As ondas que se formaram na esteira da polémica dos
cartoons vão perdendo a força. Normal, a informação que circula a cada vez maiores velocidades é como um corredor de 100 metros: depressa perde o seu fôlego. Até ao próximo
sprint. Mas daria pano para mangas uma análise da agitação que aconteceu por estas bandas. As fronteiras entre Direita e Esquerda foram queimadas por todos os que tiveram algo a dizer sobre o assunto, e poucos se podem gabar de ter mantido o silêncio. Os esgares furiosos dos nossos liberais, a sua sanha anti-islâmica foi um espectáculo digno de se ver. O ódio anti-ocidental que, sem dúvida, cresceu a olhos vistos nos últimos dois anos (Iraque, lembram-se?) tem o seu correspondente naqueles que não esquecem o 11 de setembro e tendem a confundir uma ínfima minoria de islâmicos terroristas ou simpatizantes com a grande multidão que continua a viver em condições de diminuta liberdade, aqueles que sofrem na pele as duras penas infligidas pelos regimes totalitários do Médio Oriente, as petromonarquias que têm horror a qualquer cheiro de revolução que por ali se sinta. A falácia da liberdade oferecida pelos americanos vai-se desmoronando, os monarcas eternizam-se no poder sobrevivendo à custa da permanente chantagem energética que ameaça o Ocidente. O petróleo é uma arma apontada à cabeça, e sabemos como em situações extremas os descuidos são mais prováveis. Daí a tibieza da resposta da Europa à ira encenada da rua islâmica. Daí o atabalhoado assalto a terras iraquianas, em busca de um eldorado provisório que mitigasse durante alguns anos mais a fome de petróleo que sentimos.
Resumindo, as declarações quer da Esquerda quer da Direita em toda esta história por várias vezes caíram nos mesmos erros de sempre: a demagogia, a mentira, a hipocrisia. E na blogosfera, o clima repete-se: o matraquear de
Daniel Oliveira na tecla da xenofobia associada aos
cartoons; o rosnar ensanguentado de
Pacheco Pereira (é guerra! é guerra!); a maviosa ambiguidade do
Acidental, sem pruridos a defender a liberdade de expressão quando não está em causa a Santíssima Trindade e o Papa; as pancadinhas no ombro do ministro por parte de
Ana Gomes; o desfilar nauseante de argumentos desmontáveis ao primeiro esboçar de raciocínio, desde a ameaça à vida que a ira muçulmana representa (e os civis iraquianos? e os mortos palestinianos? e a agressão, esta bem real, do exército americano em terras do Infiel?) até à delirante invenção dos limites à liberdade de expressão, o respeitinho, os símbolos sagrados, etc., que para mim teve um dos seus pontos altos na crónica de Eduardo Prado Coelho há uns dias no Público, onde ele afirmava qualquer coisa como: as imagens matam a religioso e o religioso não pode morrer, um asco.
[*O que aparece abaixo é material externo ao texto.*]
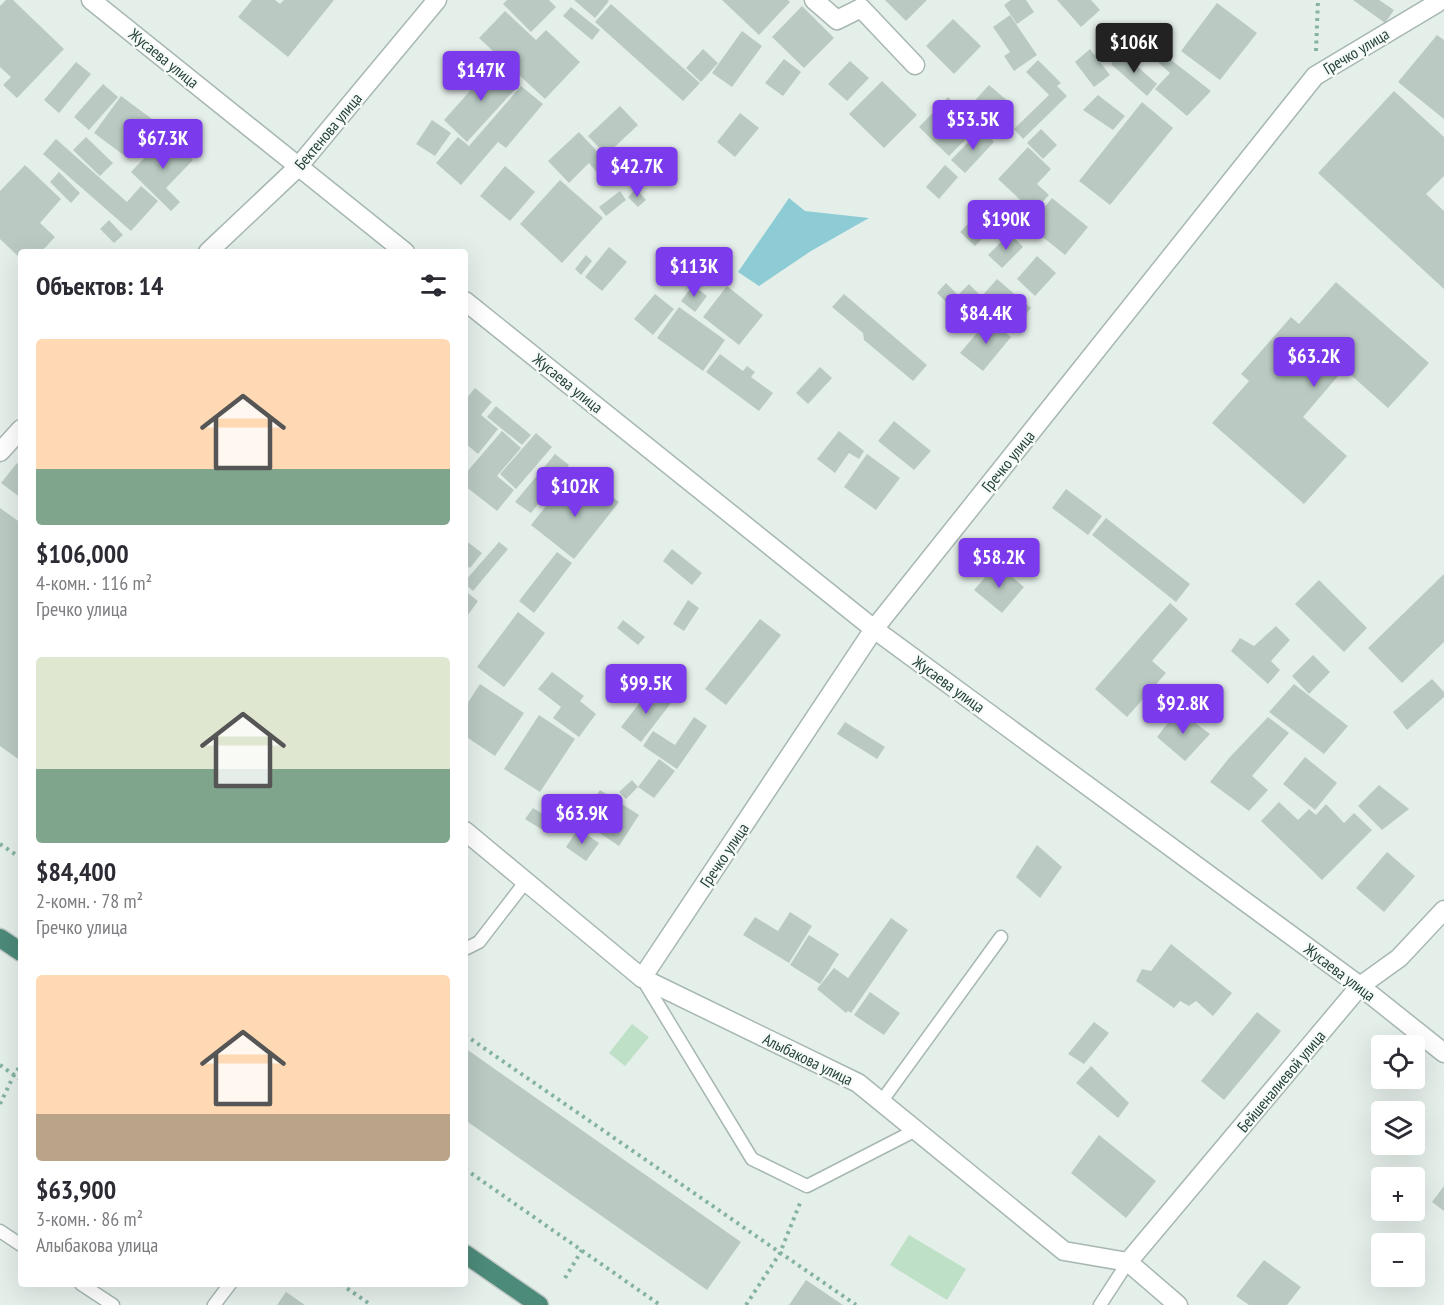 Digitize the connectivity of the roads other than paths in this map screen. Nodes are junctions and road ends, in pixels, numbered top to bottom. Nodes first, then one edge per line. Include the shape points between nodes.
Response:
1 (91, 0) edge
2 (437, 0) edge
3 (814, 0) edge
4 (1438, 3) edge
5 (915, 65) dead end
6 (298, 167) junction
7 (211, 249) edge
8 (401, 249) edge
9 (468, 303) edge
10 (14, 435) edge
11 (0, 452) edge
12 (874, 630) junction
13 (468, 833) edge
14 (526, 881) junction
15 (1444, 910) edge
16 (1001, 937) dead end
17 (0, 938) edge
18 (468, 948) edge
19 (18, 950) edge
20 (642, 978) junction
21 (1360, 986) junction
22 (1444, 1053) edge
23 (881, 1102) junction
24 (916, 1131) junction
25 (0, 1231) edge
26 (18, 1243) edge
27 (468, 1256) edge
28 (1128, 1262) junction
29 (86, 1287) edge
30 (228, 1287) edge
31 (113, 1305) edge
32 (214, 1305) edge
33 (539, 1305) edge
34 (1100, 1305) edge
35 (1178, 1305) edge

1 - 6 street, Жусаева улица
2 - 6 street, Бектенова улица
3 - 5 street via 837,20 861,8
4 - 12 street, Гречко улица via 1315,75
6 - 7 street, Бектенова улица
6 - 8 street, Жусаева улица
9 - 12 street, Жусаева улица
10 - 11 street
12 - 20 street, Гречко улица
12 - 21 street, Жусаева улица
13 - 14 street, Алыбакова улица
14 - 18 lane via 479,942
14 - 20 street, Алыбакова улица
15 - 21 street, Бейшеналиевой улица via 1399,958
16 - 23 lane
17 - 19 highway
20 - 23 street, Алыбакова улица via 858,1083
20 - 24 lane via 752,1159 807,1186
21 - 22 street, Жусаева улица
21 - 28 street, Бейшеналиевой улица
23 - 24 street, Алыбакова улица
24 - 28 street, Алыбакова улица via 1064,1251
25 - 26 lane
27 - 33 highway
28 - 34 lane
28 - 35 street
29 - 31 lane
30 - 32 lane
E o pior dos argumentos, o da superioridade ocidental, defendido de forma fugaz por
Vasco Pulido Valente (cartada que ele corrigiu a tempo) e que tem o seu cúmulo na velha frase: "mas se defendes os muçulmanos, vai viver para um país árabe!" Um exercício de imaginação, apenas: a mesma frase disparada por um amigo a um islâmico descontente com o país onde vive, elogioso do modo de vida ocidental. Assim se vão afastando os dois campos. Como se a única causa da raiva que muitos islâmicos têm ao nosso modo de vida fosse o retrocesso civilizacional em que eles vivem. Branqueando num gesto as lanças que o Ocidente tem deixado no Médio Oriente, e a bomba atómica que despoletou tudo: a criação do estado de Israel, essa falsa pátria que devia envergonhar até o menos democrata dos judeus, pela sua origem dúbia, o fruto da má-consciência dos europeus ressacados do pior horror jamais vivido pela Humanidade, o Holocausto. E, surpresa, sabemos bem que não foram os "selvagens" dos islâmicos os responsáveis por este fatal desequilíbrio. Por isso, pagamos e pagaremos, e a América, hão-de ver, é que nos irá resgatar.
(A imagem é de um templo no Irão devotado a Omar Khayam, poeta muçulmano.)